Existen datos estimados que dicen que una casa de madera de pino o de abeto, con una instalación apropiada, llegará a durar entre 100 y 150 años y que esta duración será superior si se trata de una casa revestida. Y ahora pensemos en el hormigón, cuya vida útil es de 70 años, tras los cuales empezará a cristalizar y, en consecuencia, deshacerse.

Cuando se produjeron los terremotos de L’Aquila, en Italia, el Gobierno, una vez llegó el momento de rehacer lo caído, encargó viviendas de hormigón, pero también de madera.

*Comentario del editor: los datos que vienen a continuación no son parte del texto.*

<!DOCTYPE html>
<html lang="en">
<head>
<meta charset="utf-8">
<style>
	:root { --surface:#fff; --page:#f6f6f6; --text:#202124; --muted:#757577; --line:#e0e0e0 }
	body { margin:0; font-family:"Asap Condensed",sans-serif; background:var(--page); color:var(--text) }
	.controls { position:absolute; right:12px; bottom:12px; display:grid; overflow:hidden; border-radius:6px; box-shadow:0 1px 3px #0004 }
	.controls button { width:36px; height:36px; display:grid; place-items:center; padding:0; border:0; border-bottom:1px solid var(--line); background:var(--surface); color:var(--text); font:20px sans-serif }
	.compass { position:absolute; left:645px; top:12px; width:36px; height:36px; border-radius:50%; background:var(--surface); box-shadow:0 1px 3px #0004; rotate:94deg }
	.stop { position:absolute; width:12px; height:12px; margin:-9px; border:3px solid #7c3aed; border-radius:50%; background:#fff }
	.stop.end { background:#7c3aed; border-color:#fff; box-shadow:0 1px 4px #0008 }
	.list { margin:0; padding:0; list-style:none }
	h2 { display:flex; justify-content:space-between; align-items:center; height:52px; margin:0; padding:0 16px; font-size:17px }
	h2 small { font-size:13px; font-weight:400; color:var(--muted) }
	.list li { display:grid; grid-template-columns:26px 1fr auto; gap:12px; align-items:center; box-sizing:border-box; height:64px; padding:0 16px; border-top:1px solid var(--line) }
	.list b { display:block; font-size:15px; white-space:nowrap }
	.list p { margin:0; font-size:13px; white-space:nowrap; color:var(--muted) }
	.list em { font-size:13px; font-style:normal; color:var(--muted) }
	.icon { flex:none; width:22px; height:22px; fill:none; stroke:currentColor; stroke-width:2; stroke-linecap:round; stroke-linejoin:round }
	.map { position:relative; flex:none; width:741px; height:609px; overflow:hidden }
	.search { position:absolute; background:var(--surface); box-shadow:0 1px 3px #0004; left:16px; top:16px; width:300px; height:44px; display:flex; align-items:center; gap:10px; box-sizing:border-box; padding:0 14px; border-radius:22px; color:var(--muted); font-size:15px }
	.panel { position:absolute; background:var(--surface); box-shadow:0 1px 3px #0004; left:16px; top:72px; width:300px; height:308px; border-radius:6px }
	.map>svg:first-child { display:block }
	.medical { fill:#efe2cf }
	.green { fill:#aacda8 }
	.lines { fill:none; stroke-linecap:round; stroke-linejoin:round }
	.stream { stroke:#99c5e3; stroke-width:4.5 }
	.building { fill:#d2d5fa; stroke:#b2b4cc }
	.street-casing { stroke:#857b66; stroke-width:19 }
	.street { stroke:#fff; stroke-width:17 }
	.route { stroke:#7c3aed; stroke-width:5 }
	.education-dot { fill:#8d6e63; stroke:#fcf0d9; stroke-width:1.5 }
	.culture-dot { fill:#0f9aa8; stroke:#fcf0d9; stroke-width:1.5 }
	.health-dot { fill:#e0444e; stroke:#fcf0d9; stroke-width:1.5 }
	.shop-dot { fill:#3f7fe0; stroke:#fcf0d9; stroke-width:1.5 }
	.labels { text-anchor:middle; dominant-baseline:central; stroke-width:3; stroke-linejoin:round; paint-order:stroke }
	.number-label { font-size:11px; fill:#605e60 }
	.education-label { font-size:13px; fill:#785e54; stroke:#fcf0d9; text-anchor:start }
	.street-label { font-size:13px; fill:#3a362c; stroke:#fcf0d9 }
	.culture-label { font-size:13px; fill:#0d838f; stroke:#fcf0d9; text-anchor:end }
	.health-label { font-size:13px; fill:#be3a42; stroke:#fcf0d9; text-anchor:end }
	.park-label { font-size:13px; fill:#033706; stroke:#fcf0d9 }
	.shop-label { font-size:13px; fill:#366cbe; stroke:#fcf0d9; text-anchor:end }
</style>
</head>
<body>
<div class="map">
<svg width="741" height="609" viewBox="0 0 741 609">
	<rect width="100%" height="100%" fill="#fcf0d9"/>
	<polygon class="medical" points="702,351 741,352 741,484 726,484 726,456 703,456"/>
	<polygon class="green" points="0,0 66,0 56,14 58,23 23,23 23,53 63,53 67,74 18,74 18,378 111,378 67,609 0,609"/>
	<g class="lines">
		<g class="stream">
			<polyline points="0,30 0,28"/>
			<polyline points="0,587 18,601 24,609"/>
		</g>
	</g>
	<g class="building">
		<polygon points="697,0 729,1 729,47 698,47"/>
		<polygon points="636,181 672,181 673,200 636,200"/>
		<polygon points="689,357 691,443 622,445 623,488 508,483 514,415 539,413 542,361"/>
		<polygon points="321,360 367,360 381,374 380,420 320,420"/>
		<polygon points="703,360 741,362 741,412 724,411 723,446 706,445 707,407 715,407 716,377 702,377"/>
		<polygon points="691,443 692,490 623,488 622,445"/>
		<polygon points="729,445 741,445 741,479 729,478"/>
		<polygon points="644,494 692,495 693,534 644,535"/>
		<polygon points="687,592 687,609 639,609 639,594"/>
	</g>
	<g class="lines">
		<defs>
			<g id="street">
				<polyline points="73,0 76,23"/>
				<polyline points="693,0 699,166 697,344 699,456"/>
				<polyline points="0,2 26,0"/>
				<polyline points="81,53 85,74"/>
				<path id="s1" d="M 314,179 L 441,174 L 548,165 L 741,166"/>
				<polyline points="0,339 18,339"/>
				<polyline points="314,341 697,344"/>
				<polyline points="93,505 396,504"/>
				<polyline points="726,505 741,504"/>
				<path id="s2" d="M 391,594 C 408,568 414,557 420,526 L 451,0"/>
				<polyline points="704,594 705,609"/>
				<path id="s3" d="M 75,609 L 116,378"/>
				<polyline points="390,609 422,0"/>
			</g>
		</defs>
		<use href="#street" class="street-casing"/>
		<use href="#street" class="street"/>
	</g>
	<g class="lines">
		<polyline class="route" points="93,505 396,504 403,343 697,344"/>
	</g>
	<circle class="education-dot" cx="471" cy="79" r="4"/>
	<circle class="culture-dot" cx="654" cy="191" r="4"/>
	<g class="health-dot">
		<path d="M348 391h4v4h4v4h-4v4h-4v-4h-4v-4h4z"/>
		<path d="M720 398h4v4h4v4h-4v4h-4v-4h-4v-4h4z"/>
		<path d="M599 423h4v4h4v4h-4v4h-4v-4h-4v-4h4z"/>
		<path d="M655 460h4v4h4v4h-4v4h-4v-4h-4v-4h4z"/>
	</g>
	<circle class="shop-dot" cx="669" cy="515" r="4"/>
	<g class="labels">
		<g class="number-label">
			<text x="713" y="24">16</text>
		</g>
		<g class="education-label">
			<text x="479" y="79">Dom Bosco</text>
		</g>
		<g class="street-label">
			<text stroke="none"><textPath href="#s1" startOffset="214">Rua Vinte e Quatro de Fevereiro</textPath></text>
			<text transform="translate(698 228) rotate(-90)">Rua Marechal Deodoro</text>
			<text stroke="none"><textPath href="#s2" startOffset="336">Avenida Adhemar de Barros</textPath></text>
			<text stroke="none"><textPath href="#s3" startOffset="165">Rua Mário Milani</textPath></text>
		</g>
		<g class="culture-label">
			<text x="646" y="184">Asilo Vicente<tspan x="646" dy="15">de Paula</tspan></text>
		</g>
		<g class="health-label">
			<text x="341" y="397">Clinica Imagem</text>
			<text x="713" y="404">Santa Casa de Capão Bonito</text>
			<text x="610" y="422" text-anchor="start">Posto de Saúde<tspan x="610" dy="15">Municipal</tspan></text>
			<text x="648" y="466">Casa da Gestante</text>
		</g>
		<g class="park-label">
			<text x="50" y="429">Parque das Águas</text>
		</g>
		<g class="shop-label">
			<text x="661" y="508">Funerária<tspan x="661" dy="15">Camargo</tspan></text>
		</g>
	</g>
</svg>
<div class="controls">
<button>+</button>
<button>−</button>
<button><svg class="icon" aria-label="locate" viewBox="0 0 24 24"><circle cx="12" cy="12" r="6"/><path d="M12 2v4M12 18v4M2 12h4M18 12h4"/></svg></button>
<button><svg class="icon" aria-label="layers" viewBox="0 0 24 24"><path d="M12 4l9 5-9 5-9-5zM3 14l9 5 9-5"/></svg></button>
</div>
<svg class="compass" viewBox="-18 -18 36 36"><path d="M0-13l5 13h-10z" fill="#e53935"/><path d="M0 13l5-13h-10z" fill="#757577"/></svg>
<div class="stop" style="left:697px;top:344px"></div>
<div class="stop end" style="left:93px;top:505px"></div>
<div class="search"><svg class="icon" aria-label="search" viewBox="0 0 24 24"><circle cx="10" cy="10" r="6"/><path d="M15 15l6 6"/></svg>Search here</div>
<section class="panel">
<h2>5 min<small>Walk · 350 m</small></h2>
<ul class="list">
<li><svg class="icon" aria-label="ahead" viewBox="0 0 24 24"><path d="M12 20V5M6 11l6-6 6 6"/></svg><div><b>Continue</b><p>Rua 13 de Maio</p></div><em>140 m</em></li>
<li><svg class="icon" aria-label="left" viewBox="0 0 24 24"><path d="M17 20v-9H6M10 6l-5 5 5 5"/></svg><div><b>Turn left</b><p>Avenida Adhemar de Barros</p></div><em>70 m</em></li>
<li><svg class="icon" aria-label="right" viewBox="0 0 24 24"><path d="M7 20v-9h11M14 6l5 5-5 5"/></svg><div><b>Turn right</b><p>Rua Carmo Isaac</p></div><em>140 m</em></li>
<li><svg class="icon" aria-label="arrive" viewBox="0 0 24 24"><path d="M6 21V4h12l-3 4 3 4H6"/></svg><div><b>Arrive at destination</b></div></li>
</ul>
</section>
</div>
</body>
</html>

A los edificios proyectados en madera, en fase de construcción, se les exigía superar una serie de pruebas relacionadas con capacidades resistentes, aislantes, mecánicas, mucho más severas que a los edificios hechos con ladrillo y hormigón. Pensemos que estamos hablando de edificios de viviendas de varias plantas y no de casas unifamiliares. Pues bien, no sólo superaron todas las pruebas holgadamente sino que la realidad fue que se construyeron en muchísimo menos tiempo que el resto de edificaciones, con lo fundamental que esto era en aquel momento, que tienen un funcionamiento contra movimientos sísmicos inmejorable, también básico en esa zona y que, además, el precio fue inferior que los de construcción tradicional.

Tradicionalmente, el fuego ha sido otro factor que más desconfianza ha provocado a la hora de apostar por la madera en construcción. Lo cierto es que la madera es un material combustible, pero no es menos cierto que es muy mal conductor del calor. Y también es verdad que si una edificación de madera estructural visible arde, el edificio no se cae porque la madera no se «derrite» como pasa con el hierro o el acero (todos nos acordamos del espectacular y trágico desplome de las Torres Gemelas de Nueva York). Al arder, la propia capa de carbón que se crear protege la madera del interior de la viga evitando que la edificación se venga abajo. Las casas de paneles constralaminados se protegen contra el fuego mediante las capas que forman todo el espesor del tabique, capas que, en muchos casos, son ignífugas, como el cartón yeso, y que tienen una resistencia al fuego clasificada en laboratorio.

Reflexionando, las razones son claras y el futuro pasa por apostar por la madera, no sólo en decoración, pavimentos, panelados… sino también en construcción. Al final, como suele pasar en la vida, nos dará la razón el tiempo (¡que esperemos que sea poco!).